Because levels compose, lifting one leaves the others in place. In the example below, resuming the domain block still leaves the network kill engaged until you lift it explicitly.

[security.estop]
enabled = true
state_file = "~/.revka/estop-state.json"
require_otp_to_resume = true
KeyTypeDefaultMeaning
enabledboolfalseMaster switch for emergency-stop controls.
state_filestring"~/.revka/estop-state.json"Where the persisted estop state lives. Tilde-expanded; relative paths resolve against the config directory. Must not be empty.
require_otp_to_resumebooltrueWhen true, lifting any estop level requires a valid OTP code.

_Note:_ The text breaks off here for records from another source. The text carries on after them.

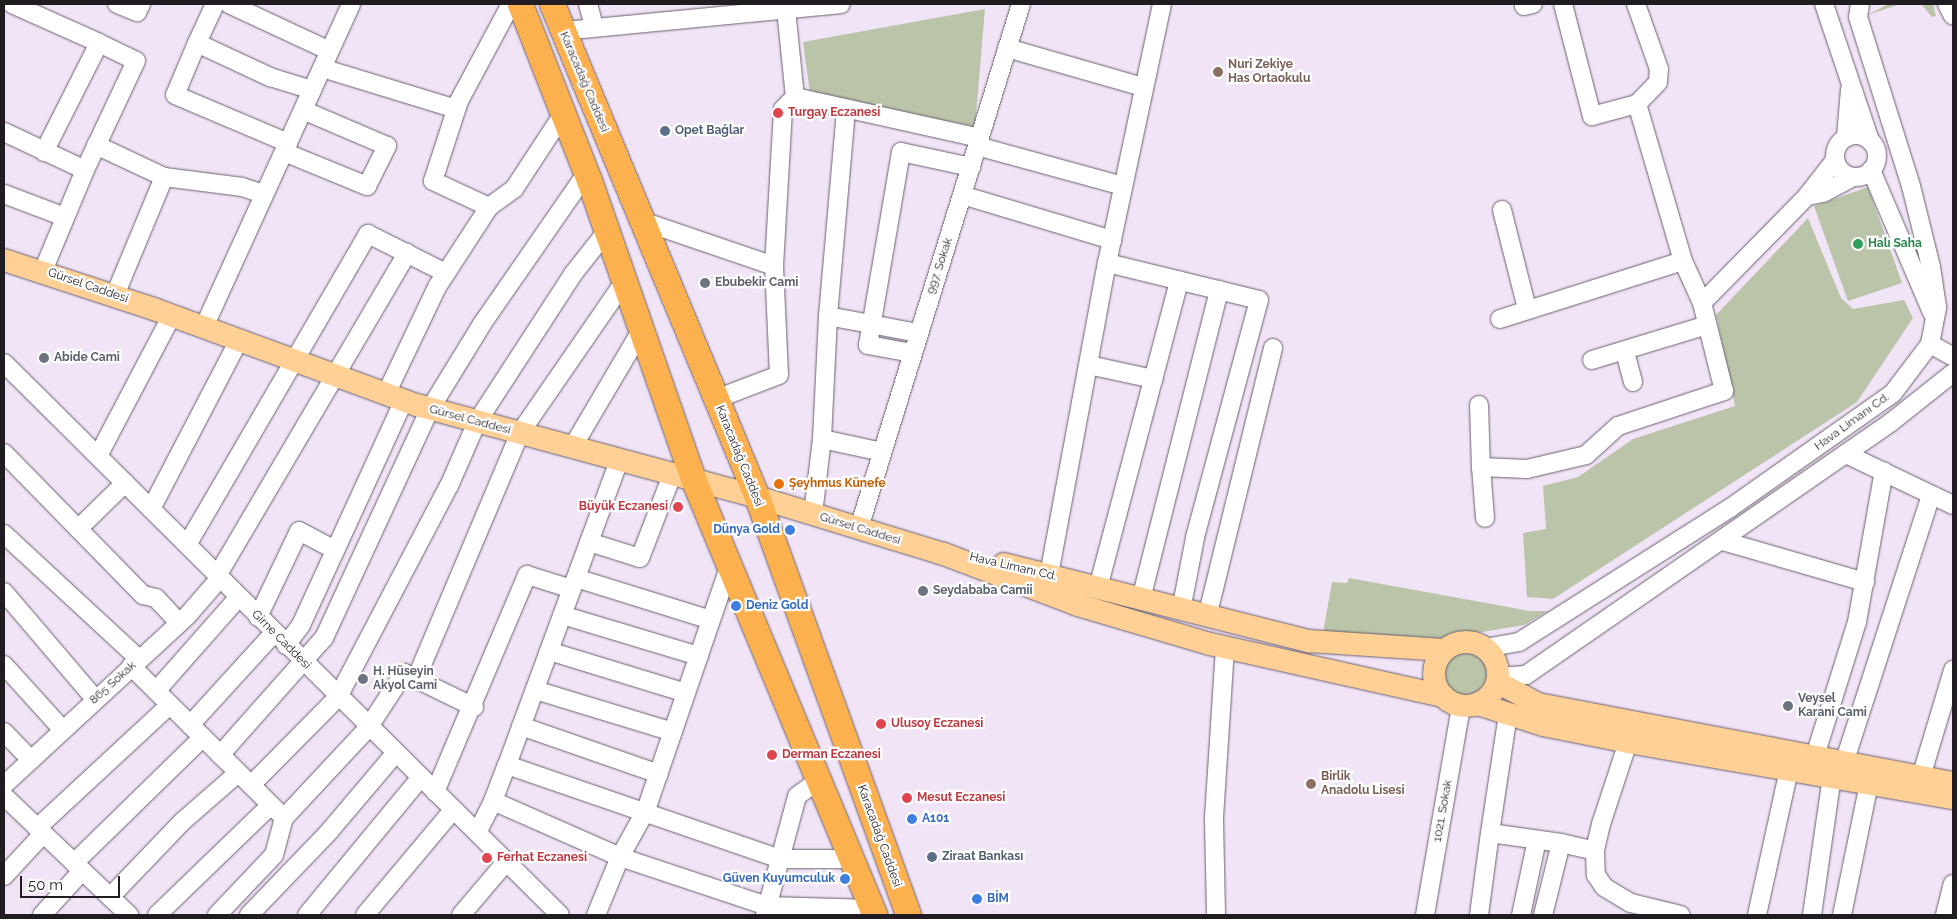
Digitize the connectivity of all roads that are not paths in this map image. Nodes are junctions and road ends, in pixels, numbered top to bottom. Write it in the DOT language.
graph roads {
  1 [pos="12,4"];
  2 [pos="117,4"];
  3 [pos="141,4"];
  4 [pos="215,4"];
  5 [pos="228,4"];
  6 [pos="351,4"];
  7 [pos="511,4"];
  8 [pos="520,4"];
  9 [pos="552,4"];
  10 [pos="588,4"];
  11 [pos="841,4"];
  12 [pos="1021,4"];
  13 [pos="1162,4"];
  14 [pos="1563,4"];
  15 [pos="1636,4"];
  16 [pos="1824,4"];
  17 [pos="1860,4"];
  18 [pos="1947,4"];
  19 [pos="760,8"];
  20 [pos="786,9"];
  21 [pos="1953,16"];
  22 [pos="594,26"];
  23 [pos="563,31"];
  24 [pos="99,43"];
  25 [pos="197,43"];
  26 [pos="1007,48"];
  27 [pos="330,51"];
  28 [pos="322,68"];
  29 [pos="1143,87"];
  30 [pos="1850,89"];
  31 [pos="312,90"];
  32 [pos="795,97"];
  33 [pos="1637,104"];
  34 [pos="846,109"];
  35 [pos="303,110"];
  36 [pos="456,110"];
  37 [pos="563,114"];
  38 [pos="4,132"];
  39 [pos="1846,137"];
  40 [pos="1870,141"];
  41 [pos="979,142"];
  42 [pos="96,145"];
  43 [pos="286,148"];
  44 [pos="44,152"];
  45 [pos="1835,160"];
  46 [pos="971,168"];
  47 [pos="84,170"];
  48 [pos="1871,170"];
  49 [pos="586,174"];
  50 [pos="164,177"];
  51 [pos="1853,177"];
  52 [pos="1123,186"];
  53 [pos="4,194"];
  54 [pos="264,194"];
  55 [pos="962,195"];
  56 [pos="1807,196"];
  57 [pos="489,207"];
  58 [pos="1502,210"];
  59 [pos="65,217"];
  60 [pos="642,221"];
  61 [pos="607,231"];
  62 [pos="1112,240"];
  63 [pos="407,253"];
  64 [pos="4,260"];
  65 [pos="1683,260"];
  66 [pos="1107,264"];
  67 [pos="774,266"];
  68 [pos="43,271"];
  69 [pos="446,273"];
  70 [pos="1179,281"];
  71 [pos="624,282"];
  72 [pos="1219,290"];
  73 [pos="115,295"];
  74 [pos="1702,303"];
  75 [pos="1527,309"];
  76 [pos="172,315"];
  77 [pos="828,316"];
  78 [pos="1500,319"];
  79 [pos="1936,319"];
  80 [pos="871,322"];
  81 [pos="1707,325"];
  82 [pos="204,327"];
  83 [pos="642,330"];
  84 [pos="918,333"];
  85 [pos="239,340"];
  86 [pos="1930,344"];
  87 [pos="1272,348"];
  88 [pos="1625,352"];
  89 [pos="912,353"];
  90 [pos="1953,357"];
  91 [pos="291,359"];
  92 [pos="1592,360"];
  93 [pos="4,363"];
  94 [pos="1089,365"];
  95 [pos="1953,373"];
  96 [pos="337,376"];
  97 [pos="1153,379"];
  98 [pos="1633,382"];
  99 [pos="395,397"];
  100 [pos="716,399"];
  101 [pos="1479,405"];
  102 [pos="430,409"];
  103 [pos="477,422"];
  104 [pos="520,433"];
  105 [pos="822,439"];
  106 [pos="572,448"];
  107 [pos="882,452"];
  108 [pos="4,453"];
  109 [pos="1846,454"];
  110 [pos="98,456"];
  111 [pos="619,460"];
  112 [pos="1480,467"];
  113 [pos="1884,471"];
  114 [pos="683,478"];
  115 [pos="125,482"];
  116 [pos="1931,495"];
  117 [pos="757,497"];
  118 [pos="1953,505"];
  119 [pos="150,509"];
  120 [pos="813,514"];
  121 [pos="1485,518"];
  122 [pos="859,528"];
  123 [pos="78,529"];
  124 [pos="4,534"];
  125 [pos="1723,541"];
  126 [pos="589,542"];
  127 [pos="187,545"];
  128 [pos="335,550"];
  129 [pos="944,554"];
  130 [pos="730,565"];
  131 [pos="1049,575"];
  132 [pos="219,577"];
  133 [pos="1865,582"];
  134 [pos="574,584"];
  135 [pos="1098,588"];
  136 [pos="4,592"];
  137 [pos="239,597"];
  138 [pos="1141,599"];
  139 [pos="1180,610"];
  140 [pos="562,615"];
  141 [pos="1207,616"];
  142 [pos="258,617"];
  143 [pos="711,620"];
  144 [pos="179,623"];
  145 [pos="280,639"];
  146 [pos="1225,647"];
  147 [pos="1485,648"];
  148 [pos="1444,650"];
  149 [pos="549,651"];
  150 [pos="699,656"];
  151 [pos="136,663"];
  152 [pos="304,663"];
  153 [pos="4,665"];
  154 [pos="1953,670"];
  155 [pos="416,679"];
  156 [pos="1498,680"];
  157 [pos="535,690"];
  158 [pos="156,691"];
  159 [pos="686,693"];
  160 [pos="338,697"];
  161 [pos="95,699"];
  162 [pos="1461,702"];
  163 [pos="170,704"];
  164 [pos="474,707"];
  165 [pos="1508,714"];
  166 [pos="521,726"];
  167 [pos="368,728"];
  168 [pos="63,730"];
  169 [pos="196,731"];
  170 [pos="4,732"];
  171 [pos="673,732"];
  172 [pos="1628,742"];
  173 [pos="220,755"];
  174 [pos="394,755"];
  175 [pos="1814,756"];
  176 [pos="31,760"];
  177 [pos="507,765"];
  178 [pos="1789,770"];
  179 [pos="1838,770"];
  180 [pos="659,774"];
  181 [pos="421,777"];
  182 [pos="1921,777"];
  183 [pos="245,779"];
  184 [pos="820,779"];
  185 [pos="1953,783"];
  186 [pos="1869,784"];
  187 [pos="4,785"];
  188 [pos="435,792"];
  189 [pos="4,796"];
  190 [pos="1953,798"];
  191 [pos="494,801"];
  192 [pos="271,805"];
  193 [pos="454,809"];
  194 [pos="646,810"];
  195 [pos="284,818"];
  196 [pos="40,831"];
  197 [pos="478,831"];
  198 [pos="1490,833"];
  199 [pos="1537,840"];
  200 [pos="1560,844"];
  201 [pos="1595,851"];
  202 [pos="620,856"];
  203 [pos="780,859"];
  204 [pos="853,859"];
  205 [pos="506,862"];
  206 [pos="78,867"];
  207 [pos="4,876"];
  208 [pos="1953,884"];
  209 [pos="119,909"];
  210 [pos="766,911"];
  211 [pos="551,912"];
  212 [pos="873,912"];
  213 [pos="42,915"];
  214 [pos="157,915"];
  215 [pos="217,915"];
  216 [pos="249,915"];
  217 [pos="307,915"];
  218 [pos="365,915"];
  219 [pos="461,915"];
  220 [pos="596,915"];
  221 [pos="908,915"];
  222 [pos="1216,915"];
  223 [pos="1424,915"];
  224 [pos="1479,915"];
  225 [pos="1521,915"];
  226 [pos="1543,915"];
  227 [pos="1681,915"];
  228 [pos="1757,915"];
  229 [pos="1812,915"];
  230 [pos="1842,915"];
  231 [pos="1945,915"];
  1 -- 24 [label="street"];
  2 -- 3 [label="street"];
  4 -- 25 [label="street"];
  5 -- 27 [label="street"];
  6 -- 27 [label="street"];
  7 -- 36 [label="street"];
  8 -- 37 [label="highway"];
  9 -- 23 [label="highway, Karacadağ Caddesi"];
  10 -- 22 [label="street"];
  11 -- 20 [label="street"];
  12 -- 26 [label="street, 997. Sokak"];
  13 -- 29 [label="street"];
  14 -- 33 [label="street"];
  15 -- 33 [label="street"];
  16 -- 30 [label="street"];
  17 -- 79 [label="street, Hava Limanı Cd."];
  18 -- 21 [label="street"];
  19 -- 20 [label="street"];
  19 -- 22 [label="street"];
  20 -- 32 [label="street"];
  22 -- 23 [label="street"];
  23 -- 60 [label="highway, Karacadağ Caddesi"];
  24 -- 42 [label="street"];
  24 -- 44 [label="street"];
  25 -- 31 [label="street"];
  25 -- 43 [label="street"];
  26 -- 29 [label="street"];
  26 -- 41 [label="street, 997. Sokak"];
  27 -- 28 [label="street"];
  28 -- 31 [label="street"];
  28 -- 36 [label="street"];
  29 -- 52 [label="street"];
  30 -- 39 [label="street"];
  30 -- 40 [label="street"];
  31 -- 35 [label="street"];
  32 -- 34 [label="street"];
  32 -- 67 [label="street"];
  33 -- 65 [label="street"];
  34 -- 41 [label="street"];
  34 -- 77 [label="street"];
  35 -- 43 [label="street"];
  35 -- 43 [label="street"];
  36 -- 57 [label="street"];
  37 -- 49 [label="highway"];
  37 -- 57 [label="street"];
  38 -- 44 [label="street"];
  39 -- 40 [label="street"];
  39 -- 45 [label="street"];
  40 -- 48 [label="street"];
  41 -- 46 [label="street, 997. Sokak"];
  41 -- 52 [label="street"];
  42 -- 47 [label="street"];
  42 -- 50 [label="street"];
  43 -- 54 [label="street"];
  44 -- 47 [label="street"];
  45 -- 51 [label="street"];
  45 -- 56 [label="street"];
  46 -- 55 [label="street, 997. Sokak"];
  46 -- 80 [label="street"];
  47 -- 59 [label="street"];
  48 -- 51 [label="street"];
  48 -- 79 [label="street"];
  49 -- 61 [label="highway"];
  49 -- 102 [label="street"];
  50 -- 54 [label="street"];
  50 -- 73 [label="street"];
  51 -- 56 [label="street"];
  52 -- 62 [label="street"];
  53 -- 59 [label="street"];
  54 -- 82 [label="street"];
  55 -- 62 [label="street"];
  55 -- 84 [label="street, 997. Sokak"];
  56 -- 74 [label="street"];
  57 -- 69 [label="street"];
  58 -- 75 [label="street"];
  59 -- 68 [label="street"];
  60 -- 67 [label="street"];
  60 -- 100 [label="highway, Karacadağ Caddesi"];
  61 -- 71 [label="highway"];
  61 -- 103 [label="street"];
  62 -- 66 [label="street"];
  63 -- 69 [label="street"];
  63 -- 91 [label="street"];
  63 -- 96 [label="street, 865 Sokak"];
  64 -- 68 [label="main road, Gürsel Caddesi"];
  65 -- 74 [label="street"];
  65 -- 75 [label="street"];
  66 -- 70 [label="street"];
  66 -- 94 [label="street"];
  67 -- 100 [label="street"];
  68 -- 73 [label="main road, Gürsel Caddesi"];
  69 -- 99 [label="street"];
  70 -- 72 [label="street"];
  70 -- 97 [label="street"];
  71 -- 83 [label="highway"];
  71 -- 104 [label="street"];
  72 -- 138 [label="street"];
  72 -- 139 [label="street"];
  73 -- 76 [label="main road, Gürsel Caddesi"];
  74 -- 81 [label="street"];
  75 -- 78 [label="street"];
  76 -- 82 [label="main road, Gürsel Caddesi"];
  76 -- 110 [label="street"];
  77 -- 80 [label="street"];
  77 -- 105 [label="street"];
  79 -- 86 [label="street, Hava Limanı Cd."];
  80 -- 84 [label="street"];
  80 -- 89 [label="street"];
  81 -- 88 [label="street"];
  81 -- 112 [label="street"];
  82 -- 85 [label="main road, Gürsel Caddesi"];
  83 -- 106 [label="street"];
  83 -- 114 [label="highway"];
  84 -- 89 [label="street, 997. Sokak"];
  85 -- 91 [label="main road, Gürsel Caddesi"];
  85 -- 119 [label="street"];
  86 -- 90 [label="street"];
  86 -- 147 [label="street, Hava Limanı Cd."];
  87 -- 141 [label="street"];
  88 -- 92 [label="street"];
  88 -- 98 [label="street"];
  89 -- 107 [label="street, 997. Sokak"];
  91 -- 96 [label="main road, Gürsel Caddesi"];
  91 -- 127 [label="street"];
  93 -- 110 [label="street, Girne Caddesi"];
  94 -- 97 [label="street"];
  94 -- 131 [label="street"];
  95 -- 109 [label="street, Hava Limanı Cd."];
  96 -- 99 [label="main road, Gürsel Caddesi"];
  96 -- 132 [label="street, 865 Sokak"];
  97 -- 135 [label="street"];
  99 -- 102 [label="main road, Gürsel Caddesi"];
  99 -- 128 [label="street"];
  100 -- 117 [label="highway, Karacadağ Caddesi"];
  101 -- 112 [label="street"];
  102 -- 103 [label="main road, Gürsel Caddesi"];
  102 -- 152 [label="street"];
  103 -- 104 [label="main road, Gürsel Caddesi"];
  103 -- 160 [label="street"];
  104 -- 106 [label="main road, Gürsel Caddesi"];
  104 -- 155 [label="street"];
  105 -- 107 [label="street"];
  105 -- 120 [label="street"];
  106 -- 111 [label="main road, Gürsel Caddesi"];
  107 -- 122 [label="street, 997. Sokak"];
  108 -- 123 [label="street"];
  109 -- 113 [label="street"];
  109 -- 125 [label="street, Hava Limanı Cd."];
  110 -- 115 [label="street, Girne Caddesi"];
  111 -- 114 [label="main road, Gürsel Caddesi"];
  111 -- 126 [label="street"];
  112 -- 121 [label="street"];
  113 -- 116 [label="street"];
  113 -- 133 [label="street"];
  114 -- 117 [label="main road, Gürsel Caddesi"];
  114 -- 126 [label="street"];
  114 -- 130 [label="highway"];
  115 -- 119 [label="street, Girne Caddesi"];
  115 -- 123 [label="street"];
  116 -- 118 [label="street"];
  116 -- 179 [label="street"];
  117 -- 120 [label="main road, Gürsel Caddesi"];
  117 -- 221 [label="highway, Karacadağ Caddesi"];
  119 -- 127 [label="street, Girne Caddesi"];
  120 -- 122 [label="main road, Gürsel Caddesi"];
  122 -- 129 [label="main road, Gürsel Caddesi"];
  123 -- 144 [label="street"];
  124 -- 151 [label="street"];
  125 -- 133 [label="street"];
  125 -- 156 [label="street, Hava Limanı Cd."];
  126 -- 134 [label="street"];
  127 -- 132 [label="street, Girne Caddesi"];
  128 -- 142 [label="street"];
  128 -- 145 [label="street"];
  129 -- 131 [label="main road, Hava Limanı Cd."];
  129 -- 146 [label="main road, Hava Limanı Cd."];
  130 -- 143 [label="street"];
  130 -- 184 [label="highway"];
  131 -- 135 [label="main road, Hava Limanı Cd."];
  132 -- 137 [label="street, Girne Caddesi"];
  132 -- 144 [label="street, 865 Sokak"];
  133 -- 175 [label="street"];
  134 -- 140 [label="street"];
  134 -- 143 [label="street"];
  134 -- 164 [label="street"];
  135 -- 138 [label="main road, Hava Limanı Cd."];
  136 -- 161 [label="street"];
  137 -- 142 [label="street, Girne Caddesi"];
  137 -- 158 [label="street"];
  138 -- 139 [label="main road, Hava Limanı Cd."];
  139 -- 141 [label="main road, Hava Limanı Cd."];
  140 -- 149 [label="street"];
  140 -- 150 [label="street"];
  141 -- 148 [label="main road, Hava Limanı Cd."];
  142 -- 145 [label="street, Girne Caddesi"];
  143 -- 150 [label="street"];
  144 -- 151 [label="street, 865 Sokak"];
  145 -- 152 [label="street, Girne Caddesi"];
  145 -- 169 [label="street"];
  146 -- 162 [label="main road, Hava Limanı Cd."];
  146 -- 222 [label="street"];
  147 -- 148 [label="main road"];
  147 -- 156 [label="main road"];
  148 -- 162 [label="main road"];
  149 -- 157 [label="street"];
  149 -- 159 [label="street"];
  150 -- 159 [label="street"];
  151 -- 158 [label="street"];
  151 -- 161 [label="street, 865 Sokak"];
  152 -- 160 [label="street, Girne Caddesi"];
  152 -- 173 [label="street"];
  153 -- 168 [label="street"];
  154 -- 182 [label="street"];
  155 -- 164 [label="street"];
  155 -- 167 [label="street"];
  156 -- 162 [label="main road"];
  156 -- 175 [label="main road"];
  157 -- 166 [label="street"];
  157 -- 171 [label="street"];
  158 -- 163 [label="street"];
  159 -- 171 [label="street"];
  160 -- 167 [label="street, Girne Caddesi"];
  160 -- 183 [label="street"];
  161 -- 168 [label="street, 865 Sokak"];
  162 -- 165 [label="main road, Hava Limanı Cd."];
  162 -- 223 [label="street, 1021. Sokak"];
  163 -- 169 [label="street"];
  163 -- 196 [label="street"];
  164 -- 188 [label="street"];
  165 -- 172 [label="main road, Hava Limanı Cd."];
  165 -- 198 [label="street"];
  166 -- 177 [label="street"];
  166 -- 180 [label="street"];
  167 -- 174 [label="street, Girne Caddesi"];
  167 -- 195 [label="street"];
  168 -- 176 [label="street, 865 Sokak"];
  169 -- 173 [label="street"];
  169 -- 206 [label="street"];
  170 -- 176 [label="street"];
  171 -- 180 [label="street"];
  172 -- 178 [label="main road, Hava Limanı Cd."];
  172 -- 201 [label="street"];
  173 -- 183 [label="street"];
  174 -- 181 [label="street, Girne Caddesi"];
  174 -- 216 [label="street"];
  175 -- 179 [label="main road"];
  176 -- 187 [label="street, 865 Sokak"];
  177 -- 191 [label="street"];
  177 -- 194 [label="street"];
  178 -- 179 [label="main road, Hava Limanı Cd."];
  178 -- 228 [label="street"];
  179 -- 182 [label="main road"];
  179 -- 186 [label="main road"];
  179 -- 229 [label="street"];
  180 -- 194 [label="street"];
  181 -- 188 [label="street, Girne Caddesi"];
  181 -- 217 [label="street"];
  182 -- 185 [label="main road"];
  183 -- 192 [label="street"];
  183 -- 209 [label="street"];
  184 -- 203 [label="street"];
  184 -- 204 [label="highway"];
  186 -- 190 [label="main road"];
  186 -- 230 [label="street"];
  188 -- 193 [label="street, Girne Caddesi"];
  189 -- 196 [label="street"];
  191 -- 197 [label="street"];
  191 -- 202 [label="street"];
  192 -- 195 [label="street"];
  192 -- 214 [label="street"];
  193 -- 197 [label="street, Girne Caddesi"];
  193 -- 218 [label="street"];
  194 -- 202 [label="street"];
  194 -- 203 [label="street"];
  195 -- 215 [label="street"];
  196 -- 206 [label="street"];
  196 -- 207 [label="street"];
  197 -- 205 [label="street, Girne Caddesi"];
  198 -- 199 [label="street"];
  198 -- 224 [label="street"];
  199 -- 200 [label="street"];
  199 -- 225 [label="street"];
  200 -- 201 [label="street"];
  200 -- 226 [label="street"];
  201 -- 227 [label="street"];
  202 -- 210 [label="street"];
  202 -- 220 [label="street"];
  203 -- 204 [label="street"];
  203 -- 210 [label="street"];
  204 -- 212 [label="highway"];
  205 -- 211 [label="street, Girne Caddesi"];
  205 -- 219 [label="street"];
  206 -- 209 [label="street"];
  206 -- 213 [label="street"];
  208 -- 231 [label="street"];
  210 -- 212 [label="street"];
}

State is serialized as JSON and written atomically (temp file + rename, 0600 permissions on Unix):

{
"kill_all": false,
"network_kill": false,
"blocked_domains": ["*.chase.com"],
"frozen_tools": ["shell"],
"updated_at": "2026-06-18T10:00:00Z"
}

You normally never edit this file by hand — use revka estop so validation and normalization run. The runtime considers estop engaged whenever kill_all is set, network_kill is set, or either list is non-empty.

The two features connect at resume time. When [security.estop].require_otp_to_resume = true, you cannot lift any estop level without a valid OTP code:

  1. The agent runs away (or you suspect it might). You engage a stop:

    Terminal window
    revka estop --level kill-all
  2. Later, you decide to resume. Without a code, resume is refused:

    Terminal window
    revka estop resume
    # error: OTP code is required to resume estop state
  3. Read the current code from your authenticator app and supply it:

    Terminal window
    revka estop resume --otp 123456

    The code is validated against the same TOTP secret used for action gating (±1 step tolerance). A wrong or empty code is rejected (Invalid OTP code; estop resume denied) and the stop stays engaged.

Emergency stop is built to fail safe. If the state file exists but cannot be read or parsed — corruption, truncation, a bad manual edit — Revka does not ignore it and carry on. Instead it enters a fail-closed state: kill_all = true. A corrupt kill switch is treated as “stop everything,” never as “proceed.”

  • A missing state file means no stop is engaged (the normal starting condition).
  • An unreadable or unparseable state file means kill_all = true, and the fail-closed state is persisted back so the condition is explicit and visible in revka estop status.
  • The fail-closed state is persisted and visible in revka estop status. Gateway requests are not currently gated by estop state, but an operator can inspect and resume the stop explicitly.

This mirrors the broader Revka principle that ambiguous security state resolves to the safe choice. Combined with OTP-gated resume, it means a runaway or tampered-with agent cannot quietly bring itself back online.